What’s worked for the deli, Dana says, is a lesson he learned from Moreira: you can’t compete with nostalgia or someone’s grandmother’s matzah ball soup, even if yours is fantastic. “And she’s like, ‘Let’s play our own game, do something a little different and put a twist on things.’ Now you’re not competing with nostalgia, you are just competing with, ‘Is this delicious?’” At CYM you’ll find items like “Sun City,” an everything bagel with bacon (or pastrami), bodega-style local eggs, American and cheddar cheese and spicy honey, or “King’s Point,” nacho jalapeño cream cheese, bacon and crispy shallots on a cheddar bagel.
Pandemic Prosperity
“If we’re going to go down, we’re going to go down together,” Dana says he and his partners decided when the pandemic hit in March 2020. After two weeks, during which Dana and Moreira made bagels themselves and delivered them to hospitals, they re-opened their doors. They’d made a decision not to lay anyone off, even if it meant not paying themselves and “taking the bank account to zero.” “[We were] ready to do that,” he says. When they reopened, they were as busy as they’d always been. Dana believes two things were working in his favor: He sold comfort food and his operation was all carry-out. But he also believes it was how CYM treats its staff and its community. The brand, he says, is laser focused on local sourcing, training their mainly immigrant employee base, offering fair wages, language classes, health insurance and life skills courses. The brand saw 120% growth during the first nine months of 2021 as compared to that same period in 2020, while their staff has grown to 150 people.They also opened five new locations: Capitol Hill, Pike and Rose (Rockville, MD), Bethesda Trolley (Bethesda, MD), West End (D.C.) and Georgetown.

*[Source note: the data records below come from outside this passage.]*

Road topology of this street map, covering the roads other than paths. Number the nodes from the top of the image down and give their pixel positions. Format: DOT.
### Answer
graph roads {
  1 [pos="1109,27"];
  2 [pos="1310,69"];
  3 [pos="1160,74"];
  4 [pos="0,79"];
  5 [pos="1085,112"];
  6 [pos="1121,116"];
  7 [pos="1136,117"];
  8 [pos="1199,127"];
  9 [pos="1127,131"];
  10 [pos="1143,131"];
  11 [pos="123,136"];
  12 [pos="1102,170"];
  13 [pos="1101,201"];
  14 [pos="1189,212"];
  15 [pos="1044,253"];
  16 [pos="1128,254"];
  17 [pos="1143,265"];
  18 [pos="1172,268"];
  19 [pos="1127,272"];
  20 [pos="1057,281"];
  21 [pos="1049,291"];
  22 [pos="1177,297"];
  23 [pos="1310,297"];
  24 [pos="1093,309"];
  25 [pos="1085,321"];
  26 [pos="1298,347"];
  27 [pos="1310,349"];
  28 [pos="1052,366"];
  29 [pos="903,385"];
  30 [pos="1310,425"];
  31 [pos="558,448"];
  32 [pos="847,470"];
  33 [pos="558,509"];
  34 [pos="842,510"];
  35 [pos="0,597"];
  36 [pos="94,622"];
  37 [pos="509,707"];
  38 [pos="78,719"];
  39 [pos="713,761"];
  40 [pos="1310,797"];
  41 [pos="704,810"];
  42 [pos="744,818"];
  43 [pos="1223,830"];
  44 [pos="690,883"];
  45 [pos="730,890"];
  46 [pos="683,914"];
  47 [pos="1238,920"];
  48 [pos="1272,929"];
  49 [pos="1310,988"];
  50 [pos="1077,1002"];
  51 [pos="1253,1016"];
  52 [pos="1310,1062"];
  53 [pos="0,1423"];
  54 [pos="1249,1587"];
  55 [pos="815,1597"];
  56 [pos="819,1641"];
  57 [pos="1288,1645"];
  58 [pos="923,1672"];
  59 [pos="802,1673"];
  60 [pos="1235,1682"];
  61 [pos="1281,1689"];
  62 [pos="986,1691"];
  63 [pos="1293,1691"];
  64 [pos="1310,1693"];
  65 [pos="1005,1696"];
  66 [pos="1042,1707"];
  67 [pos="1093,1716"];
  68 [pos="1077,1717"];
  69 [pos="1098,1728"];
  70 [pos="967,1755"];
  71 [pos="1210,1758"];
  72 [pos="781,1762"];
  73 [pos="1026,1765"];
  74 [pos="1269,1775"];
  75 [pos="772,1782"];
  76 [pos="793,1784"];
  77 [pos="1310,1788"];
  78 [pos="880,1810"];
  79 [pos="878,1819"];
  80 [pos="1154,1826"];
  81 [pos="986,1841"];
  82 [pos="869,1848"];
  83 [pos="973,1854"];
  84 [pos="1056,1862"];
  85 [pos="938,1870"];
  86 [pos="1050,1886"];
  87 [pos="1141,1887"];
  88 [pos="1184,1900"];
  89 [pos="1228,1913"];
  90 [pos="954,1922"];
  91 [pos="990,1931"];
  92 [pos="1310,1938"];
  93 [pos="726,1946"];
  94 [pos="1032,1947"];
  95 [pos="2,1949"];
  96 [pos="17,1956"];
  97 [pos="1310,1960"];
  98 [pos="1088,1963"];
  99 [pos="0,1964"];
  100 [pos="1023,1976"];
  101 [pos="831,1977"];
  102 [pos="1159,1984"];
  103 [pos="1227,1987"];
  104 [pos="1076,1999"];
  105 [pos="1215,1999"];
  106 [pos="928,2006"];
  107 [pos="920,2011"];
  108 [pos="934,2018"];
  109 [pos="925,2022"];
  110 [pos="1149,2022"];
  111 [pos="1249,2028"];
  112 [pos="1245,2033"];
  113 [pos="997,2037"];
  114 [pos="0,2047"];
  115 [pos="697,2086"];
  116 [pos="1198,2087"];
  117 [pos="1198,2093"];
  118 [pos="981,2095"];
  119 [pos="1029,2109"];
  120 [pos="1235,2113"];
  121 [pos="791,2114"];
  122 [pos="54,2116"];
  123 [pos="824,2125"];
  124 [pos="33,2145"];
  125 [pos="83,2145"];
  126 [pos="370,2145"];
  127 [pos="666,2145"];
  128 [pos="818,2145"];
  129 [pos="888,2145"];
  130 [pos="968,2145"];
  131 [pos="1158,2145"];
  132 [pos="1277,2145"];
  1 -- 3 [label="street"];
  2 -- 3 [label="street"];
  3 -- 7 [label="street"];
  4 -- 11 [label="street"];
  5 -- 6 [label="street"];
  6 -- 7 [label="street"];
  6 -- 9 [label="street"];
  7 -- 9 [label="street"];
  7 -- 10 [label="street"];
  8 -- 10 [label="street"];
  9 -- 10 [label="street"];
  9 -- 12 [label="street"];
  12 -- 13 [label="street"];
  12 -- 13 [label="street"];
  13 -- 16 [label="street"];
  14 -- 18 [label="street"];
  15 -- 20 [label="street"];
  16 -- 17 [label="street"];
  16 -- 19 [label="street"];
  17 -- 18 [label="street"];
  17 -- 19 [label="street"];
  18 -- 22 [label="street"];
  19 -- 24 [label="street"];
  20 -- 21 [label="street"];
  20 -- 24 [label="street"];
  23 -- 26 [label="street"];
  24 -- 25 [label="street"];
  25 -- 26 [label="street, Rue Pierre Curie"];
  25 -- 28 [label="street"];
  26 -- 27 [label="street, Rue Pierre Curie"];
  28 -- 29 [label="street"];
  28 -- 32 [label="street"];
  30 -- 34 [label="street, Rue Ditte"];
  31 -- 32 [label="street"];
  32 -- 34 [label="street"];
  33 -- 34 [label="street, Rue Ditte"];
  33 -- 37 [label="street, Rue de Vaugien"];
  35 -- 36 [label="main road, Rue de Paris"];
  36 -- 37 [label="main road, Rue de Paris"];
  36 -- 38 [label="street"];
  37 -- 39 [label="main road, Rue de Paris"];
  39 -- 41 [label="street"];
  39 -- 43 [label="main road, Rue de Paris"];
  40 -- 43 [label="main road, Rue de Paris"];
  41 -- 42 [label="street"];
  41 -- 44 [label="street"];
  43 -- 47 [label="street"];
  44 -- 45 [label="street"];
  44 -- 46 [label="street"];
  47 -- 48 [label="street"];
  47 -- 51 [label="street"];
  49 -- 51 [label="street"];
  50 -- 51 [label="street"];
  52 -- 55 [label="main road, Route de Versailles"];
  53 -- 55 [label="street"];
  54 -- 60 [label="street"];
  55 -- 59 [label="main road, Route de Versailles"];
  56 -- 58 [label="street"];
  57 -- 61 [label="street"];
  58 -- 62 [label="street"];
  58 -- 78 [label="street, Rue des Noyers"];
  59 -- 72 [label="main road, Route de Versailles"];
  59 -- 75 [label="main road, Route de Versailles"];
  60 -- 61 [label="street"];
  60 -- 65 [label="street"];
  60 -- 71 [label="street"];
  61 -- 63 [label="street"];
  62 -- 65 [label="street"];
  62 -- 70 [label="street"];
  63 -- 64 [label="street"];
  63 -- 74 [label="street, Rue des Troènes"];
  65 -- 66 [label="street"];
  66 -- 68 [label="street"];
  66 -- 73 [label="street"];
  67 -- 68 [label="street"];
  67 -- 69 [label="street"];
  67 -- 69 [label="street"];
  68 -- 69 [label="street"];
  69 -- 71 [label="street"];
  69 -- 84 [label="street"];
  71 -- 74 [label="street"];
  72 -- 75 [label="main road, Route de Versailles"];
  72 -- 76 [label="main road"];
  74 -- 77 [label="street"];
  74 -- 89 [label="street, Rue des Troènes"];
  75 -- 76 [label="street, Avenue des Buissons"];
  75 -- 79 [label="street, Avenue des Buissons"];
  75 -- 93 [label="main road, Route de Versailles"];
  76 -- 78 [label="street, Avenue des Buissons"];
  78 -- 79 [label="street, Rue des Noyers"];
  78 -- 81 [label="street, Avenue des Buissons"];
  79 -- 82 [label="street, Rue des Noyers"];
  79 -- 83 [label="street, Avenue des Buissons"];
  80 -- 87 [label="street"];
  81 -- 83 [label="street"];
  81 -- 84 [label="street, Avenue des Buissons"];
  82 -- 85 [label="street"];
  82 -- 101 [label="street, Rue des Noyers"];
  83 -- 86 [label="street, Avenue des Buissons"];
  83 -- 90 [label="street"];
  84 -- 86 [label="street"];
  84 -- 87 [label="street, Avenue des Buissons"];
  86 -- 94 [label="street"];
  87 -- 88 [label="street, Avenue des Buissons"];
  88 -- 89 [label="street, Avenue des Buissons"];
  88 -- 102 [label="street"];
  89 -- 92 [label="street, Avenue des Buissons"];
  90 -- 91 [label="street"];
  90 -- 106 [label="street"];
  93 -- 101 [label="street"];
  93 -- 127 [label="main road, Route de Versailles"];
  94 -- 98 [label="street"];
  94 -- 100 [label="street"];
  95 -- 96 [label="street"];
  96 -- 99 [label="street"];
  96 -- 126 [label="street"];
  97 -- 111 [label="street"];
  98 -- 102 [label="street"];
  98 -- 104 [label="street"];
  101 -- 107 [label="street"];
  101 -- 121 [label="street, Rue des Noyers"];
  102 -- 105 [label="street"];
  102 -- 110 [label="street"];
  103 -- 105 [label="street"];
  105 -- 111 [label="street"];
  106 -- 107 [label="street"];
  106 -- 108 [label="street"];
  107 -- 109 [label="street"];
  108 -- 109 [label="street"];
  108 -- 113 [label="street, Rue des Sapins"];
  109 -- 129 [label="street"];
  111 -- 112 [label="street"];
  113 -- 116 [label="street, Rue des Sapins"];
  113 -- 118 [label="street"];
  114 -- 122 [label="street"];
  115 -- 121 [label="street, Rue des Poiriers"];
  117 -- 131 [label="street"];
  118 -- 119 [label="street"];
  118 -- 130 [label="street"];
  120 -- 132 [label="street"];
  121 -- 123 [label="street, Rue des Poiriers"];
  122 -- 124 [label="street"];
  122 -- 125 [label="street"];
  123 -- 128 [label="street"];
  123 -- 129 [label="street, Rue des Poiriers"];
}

Oh yeah, and the president stopped by.
It was January 24, 2021 — Sunday at 12:30 p.m.. The new Georgetown store would close in less than two hours. “What could happen?” Dana says he thought to himself. So he went home. By the time he got there, his phone was blowing up. The new president had just made first D.C. outing — and it was to his restaurant. As Dana tells it, President Joe Biden was on his way back from church with his family. “His granddaughters had been here before and as they left church and they’re all in the car, the granddaughter basically said, ‘Can we stop at Call Your Mother?’ It was very spur of the moment.” The visit went viral. “It was absolute insanity,” recalls Dana. The previous president hadn’t ventured out into The District much during the previous four years; when CYM was the first snack stop in the Biden administration, the visit became a national news story.
As he prepares to open a seventh location next month, this one in Logan Circle, Dana is able to reflect back on his success. ”We made our own luck. We were really relentless with showing up every single day.”
The farmers markets and festivals remain a feature of his business plan. Both Timber and CYM can be found at outdoor markets throughout the DMV, including Silver Spring, MD, Chevy Chase, MD and Fairfax, VA. They still have the mobile oven and the blue 1967 Chevy, too.
And now, Dana has a wife. Moreira and Dana were married last month in Argentina in a COVID-delayed wedding.